Чермный и разумел ее горе. Сам не знал как, но понял – о муже болеет, обиду нянькает. Обманул? Ужель зарок дал и не сдюжил? Хотел смолчать – в чужие дела никогда не совался – но не смог:
– Совет дам, а уж там твое дело, слушать, нет ли. В Новоград придем, в дом к мужу не суйся. Ночлег сыщи, и весть ему передай. Придет, стало быть, нужна ты ему. А если смолчит, порвись с ним и ступай, куда глаза глядят. Объявишься на подворье Нежаты, гордость твою уколют и больно. Еще и косы повыдергают. Чай, самой еще пригодятся, – высказал и утих, загляделся на пряди блескучие, а потом и вовсе пропал, когда Влада глянула на него.
В глазах печаль плещется, едва через край не льется, свет в них – мерцает и гаснет – и боли столько, что не снести. Обозлился, когда разумел – привязана к Нежате. Да так крепко, как только может женщина, которая любит сверх всякой меры. Ждал слёз от нее, а дождался иного:
– С чего вдруг принялся печься обо мне? Я Скор. Ты ж в Новоград идешь род мой резать. Ай, не так? – и голос звенит тревожно.

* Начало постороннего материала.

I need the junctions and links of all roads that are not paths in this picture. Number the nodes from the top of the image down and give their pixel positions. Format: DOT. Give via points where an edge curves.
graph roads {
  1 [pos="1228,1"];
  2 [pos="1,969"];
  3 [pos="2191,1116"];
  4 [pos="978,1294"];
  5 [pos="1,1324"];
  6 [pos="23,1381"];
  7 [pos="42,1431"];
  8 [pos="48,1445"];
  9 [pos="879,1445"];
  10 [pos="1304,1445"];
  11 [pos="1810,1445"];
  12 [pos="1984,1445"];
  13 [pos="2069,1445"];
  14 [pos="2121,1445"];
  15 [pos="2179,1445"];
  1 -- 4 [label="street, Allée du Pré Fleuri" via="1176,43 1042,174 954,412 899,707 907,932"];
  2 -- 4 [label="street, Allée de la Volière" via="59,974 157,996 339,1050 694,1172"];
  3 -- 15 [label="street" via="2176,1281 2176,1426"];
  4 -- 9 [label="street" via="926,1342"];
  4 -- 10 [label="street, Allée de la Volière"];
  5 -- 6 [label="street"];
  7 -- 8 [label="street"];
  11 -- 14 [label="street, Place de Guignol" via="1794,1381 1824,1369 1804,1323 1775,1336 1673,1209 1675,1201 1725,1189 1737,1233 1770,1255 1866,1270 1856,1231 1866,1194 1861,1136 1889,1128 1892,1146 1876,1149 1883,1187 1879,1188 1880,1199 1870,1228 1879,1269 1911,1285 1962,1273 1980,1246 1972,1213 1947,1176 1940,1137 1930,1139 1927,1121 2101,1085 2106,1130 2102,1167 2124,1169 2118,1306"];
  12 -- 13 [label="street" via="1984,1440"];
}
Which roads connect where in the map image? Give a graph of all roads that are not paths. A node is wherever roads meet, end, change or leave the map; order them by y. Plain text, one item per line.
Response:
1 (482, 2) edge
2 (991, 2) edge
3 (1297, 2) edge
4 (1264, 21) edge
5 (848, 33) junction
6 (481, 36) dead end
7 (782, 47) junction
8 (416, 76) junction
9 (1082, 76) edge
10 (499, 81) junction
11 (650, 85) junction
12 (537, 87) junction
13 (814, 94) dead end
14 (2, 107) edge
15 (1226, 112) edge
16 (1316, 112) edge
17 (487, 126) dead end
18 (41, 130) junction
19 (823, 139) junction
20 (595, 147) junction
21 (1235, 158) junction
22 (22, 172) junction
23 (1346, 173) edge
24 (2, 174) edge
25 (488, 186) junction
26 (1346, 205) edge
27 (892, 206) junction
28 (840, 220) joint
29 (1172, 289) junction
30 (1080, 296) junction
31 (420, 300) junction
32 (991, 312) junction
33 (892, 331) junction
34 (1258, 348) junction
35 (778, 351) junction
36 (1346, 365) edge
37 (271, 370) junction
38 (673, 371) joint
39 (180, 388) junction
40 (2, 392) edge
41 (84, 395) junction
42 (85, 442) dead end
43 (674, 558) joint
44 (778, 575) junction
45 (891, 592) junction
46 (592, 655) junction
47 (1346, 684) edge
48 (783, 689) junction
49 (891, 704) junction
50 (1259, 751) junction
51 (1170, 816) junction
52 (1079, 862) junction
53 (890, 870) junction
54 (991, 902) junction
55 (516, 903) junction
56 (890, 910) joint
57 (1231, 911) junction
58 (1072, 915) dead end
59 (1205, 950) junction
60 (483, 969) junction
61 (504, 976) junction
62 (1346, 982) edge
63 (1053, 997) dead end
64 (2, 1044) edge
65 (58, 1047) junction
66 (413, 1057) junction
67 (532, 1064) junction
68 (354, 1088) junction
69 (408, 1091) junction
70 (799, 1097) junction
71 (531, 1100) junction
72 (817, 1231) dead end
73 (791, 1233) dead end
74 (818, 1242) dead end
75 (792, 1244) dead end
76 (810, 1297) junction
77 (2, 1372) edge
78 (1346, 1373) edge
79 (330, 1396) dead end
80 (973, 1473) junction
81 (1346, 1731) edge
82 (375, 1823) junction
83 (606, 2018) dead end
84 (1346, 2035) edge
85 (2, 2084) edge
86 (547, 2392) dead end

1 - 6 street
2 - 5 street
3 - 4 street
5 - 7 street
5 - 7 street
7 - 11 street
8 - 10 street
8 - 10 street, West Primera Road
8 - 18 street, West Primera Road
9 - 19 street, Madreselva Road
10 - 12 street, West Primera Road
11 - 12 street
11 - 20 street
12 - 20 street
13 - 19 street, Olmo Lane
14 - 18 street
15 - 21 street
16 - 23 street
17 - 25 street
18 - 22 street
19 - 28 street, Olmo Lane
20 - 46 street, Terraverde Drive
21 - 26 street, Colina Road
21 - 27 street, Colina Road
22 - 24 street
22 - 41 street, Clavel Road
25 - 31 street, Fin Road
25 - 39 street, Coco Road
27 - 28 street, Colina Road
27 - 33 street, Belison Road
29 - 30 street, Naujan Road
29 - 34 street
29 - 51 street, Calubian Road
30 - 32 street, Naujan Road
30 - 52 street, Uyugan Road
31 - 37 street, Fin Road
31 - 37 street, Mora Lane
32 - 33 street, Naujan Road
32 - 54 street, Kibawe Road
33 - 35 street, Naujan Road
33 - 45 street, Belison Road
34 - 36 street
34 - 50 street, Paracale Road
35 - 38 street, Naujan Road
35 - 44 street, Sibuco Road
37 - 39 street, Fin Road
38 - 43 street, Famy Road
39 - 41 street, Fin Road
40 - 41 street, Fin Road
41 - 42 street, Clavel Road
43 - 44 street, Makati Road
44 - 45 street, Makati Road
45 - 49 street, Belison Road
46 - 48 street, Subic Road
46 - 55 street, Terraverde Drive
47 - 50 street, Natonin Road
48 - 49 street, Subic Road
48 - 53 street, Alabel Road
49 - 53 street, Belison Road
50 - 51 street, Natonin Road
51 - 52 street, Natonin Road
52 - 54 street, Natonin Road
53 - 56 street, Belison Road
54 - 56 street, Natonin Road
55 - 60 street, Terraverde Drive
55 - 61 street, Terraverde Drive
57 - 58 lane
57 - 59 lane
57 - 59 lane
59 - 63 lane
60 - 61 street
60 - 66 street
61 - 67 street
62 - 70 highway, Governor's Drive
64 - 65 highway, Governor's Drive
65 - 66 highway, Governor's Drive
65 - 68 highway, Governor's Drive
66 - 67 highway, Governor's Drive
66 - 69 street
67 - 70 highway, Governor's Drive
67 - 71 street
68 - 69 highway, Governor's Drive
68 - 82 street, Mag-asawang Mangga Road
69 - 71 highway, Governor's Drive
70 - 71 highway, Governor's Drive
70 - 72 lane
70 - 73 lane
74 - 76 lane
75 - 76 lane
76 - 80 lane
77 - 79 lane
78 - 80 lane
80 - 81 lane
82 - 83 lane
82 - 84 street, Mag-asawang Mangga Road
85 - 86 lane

Разозлился до яростной пелены в глазах! Навис на ведуньей, прошипел змием:
– Вон как… Резать? И где дружина моя? Или Волк Лютый зубами глотки драть станет? Нежате скажи, что уговариваться пришел. Крови не хочу. Род Чермных живь не отбирает, а кто так мыслит, пусть допрежде в своем роду мусор вычистит. Завид Скор, князь Новоградский, все веси пощипал, сам справился. Обезлюдели деревеньки вокруг Новограда, ушел народец. Кто в Плёсков, кто в Ладогу. От Завида Кровавого спасались. Разумела? Так и передай Нежате слово в слово. Не перестанет князь кровь лить, сам захлебнется. А теперь ступай, куда хочешь, и оберег свой окаянный не забудь, волхва неумная, – выплюнул гневные слова и пошел, широко ступая по мягкому песку, оставляя за спиной тихий берег светлой реки.
К костру вышел злым, но себя унял и присел рядом с Вадимом: тот болтал без умолку. Глеб взял мису с кулешом из рук Беляны, подивился, что не робеет:
– Что ж ты, рыжая, не скачешь? – вытащил ложку, принялся есть исходящее паром варево.
– А чего скакать-то? Далеко не прыгну, догонишь, – сказала тихо, но без испуга. – Хотел бы загрызть, уж давно бы кусанул. Или там, на дороге зарубил бы, как татей.
– Никак разум в голову внесло? И кто ж из богов смилостивился над тобой? – хотел повеселить потешную девку, а та рассердилась.
– От них дождешься! Отродясь не одаривали! Сама верчусь, – и уселась неподалеку, достала из рукава горбушку хлебную и принялась жевать.
Не успел Чермный доесть, как почуял, что Влада явилась.